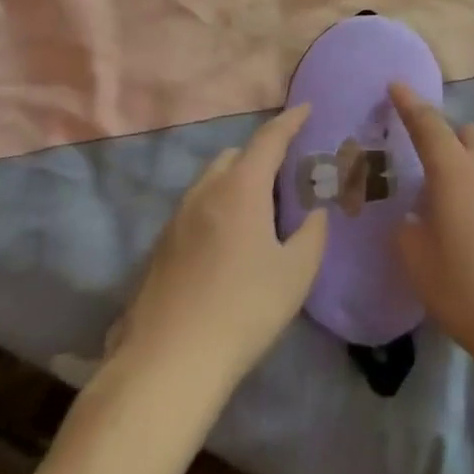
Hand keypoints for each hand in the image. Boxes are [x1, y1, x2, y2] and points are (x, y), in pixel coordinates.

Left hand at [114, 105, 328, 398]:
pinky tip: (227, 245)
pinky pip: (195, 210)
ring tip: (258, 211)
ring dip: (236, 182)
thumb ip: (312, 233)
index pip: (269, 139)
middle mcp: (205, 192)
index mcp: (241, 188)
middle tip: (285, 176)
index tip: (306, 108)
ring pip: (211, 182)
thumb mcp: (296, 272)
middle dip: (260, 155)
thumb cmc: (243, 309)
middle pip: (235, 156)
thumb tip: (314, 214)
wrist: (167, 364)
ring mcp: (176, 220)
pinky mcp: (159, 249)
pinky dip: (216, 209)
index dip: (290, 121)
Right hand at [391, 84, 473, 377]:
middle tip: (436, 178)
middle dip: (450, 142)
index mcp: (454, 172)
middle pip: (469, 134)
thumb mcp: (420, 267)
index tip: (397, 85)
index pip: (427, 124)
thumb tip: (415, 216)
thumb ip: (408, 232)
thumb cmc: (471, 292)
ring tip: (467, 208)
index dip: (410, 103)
###
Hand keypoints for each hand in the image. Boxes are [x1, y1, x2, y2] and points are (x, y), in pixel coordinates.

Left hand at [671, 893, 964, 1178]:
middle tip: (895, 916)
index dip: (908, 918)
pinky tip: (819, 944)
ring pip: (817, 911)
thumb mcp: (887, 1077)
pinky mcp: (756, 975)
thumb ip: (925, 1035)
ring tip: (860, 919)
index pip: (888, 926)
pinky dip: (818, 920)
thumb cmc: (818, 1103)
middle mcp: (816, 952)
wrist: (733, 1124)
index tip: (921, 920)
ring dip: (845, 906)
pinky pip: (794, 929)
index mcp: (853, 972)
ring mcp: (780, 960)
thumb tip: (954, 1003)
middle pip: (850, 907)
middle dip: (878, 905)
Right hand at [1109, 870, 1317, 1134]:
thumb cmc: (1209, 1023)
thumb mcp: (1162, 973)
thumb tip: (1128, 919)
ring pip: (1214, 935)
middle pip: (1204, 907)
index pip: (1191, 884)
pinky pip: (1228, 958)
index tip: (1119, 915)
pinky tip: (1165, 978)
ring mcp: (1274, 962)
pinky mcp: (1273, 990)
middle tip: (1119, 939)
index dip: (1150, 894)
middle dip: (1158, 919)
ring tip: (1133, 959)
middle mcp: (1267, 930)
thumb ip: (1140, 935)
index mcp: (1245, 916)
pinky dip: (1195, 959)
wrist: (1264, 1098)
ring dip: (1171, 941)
###
● **Required work**: Starting with the line that holds "thumb ip: (925, 1035)" and ending with the line that holds "ring dip: (1171, 941)", retype every line in the data above exactly, and nothing else.

● **Exercise output**:
thumb ip: (925, 1035)
ring tip: (860, 919)
index pip: (888, 926)
pinky dip: (818, 920)
thumb cmc: (818, 1103)
middle mcp: (816, 952)
wrist: (733, 1124)
index tip: (921, 920)
ring dip: (845, 906)
pinky pip: (794, 929)
index mcp: (853, 972)
ring mcp: (780, 960)
thumb tip: (954, 1003)
middle pip: (850, 907)
middle dip: (878, 905)
Right hand at [1109, 870, 1317, 1134]:
thumb cmc: (1209, 1023)
thumb mcp: (1162, 973)
thumb tip: (1128, 919)
ring pip: (1214, 935)
middle pip: (1204, 907)
index pip: (1191, 884)
pinky pip: (1228, 958)
index tip: (1119, 915)
pinky tip: (1165, 978)
ring mcp: (1274, 962)
pinky mcp: (1273, 990)
middle tip: (1119, 939)
index dip: (1150, 894)
middle dip: (1158, 919)
ring tip: (1133, 959)
middle mcp: (1267, 930)
thumb ip: (1140, 935)
index mcp: (1245, 916)
pinky dip: (1195, 959)
wrist: (1264, 1098)
ring dip: (1171, 941)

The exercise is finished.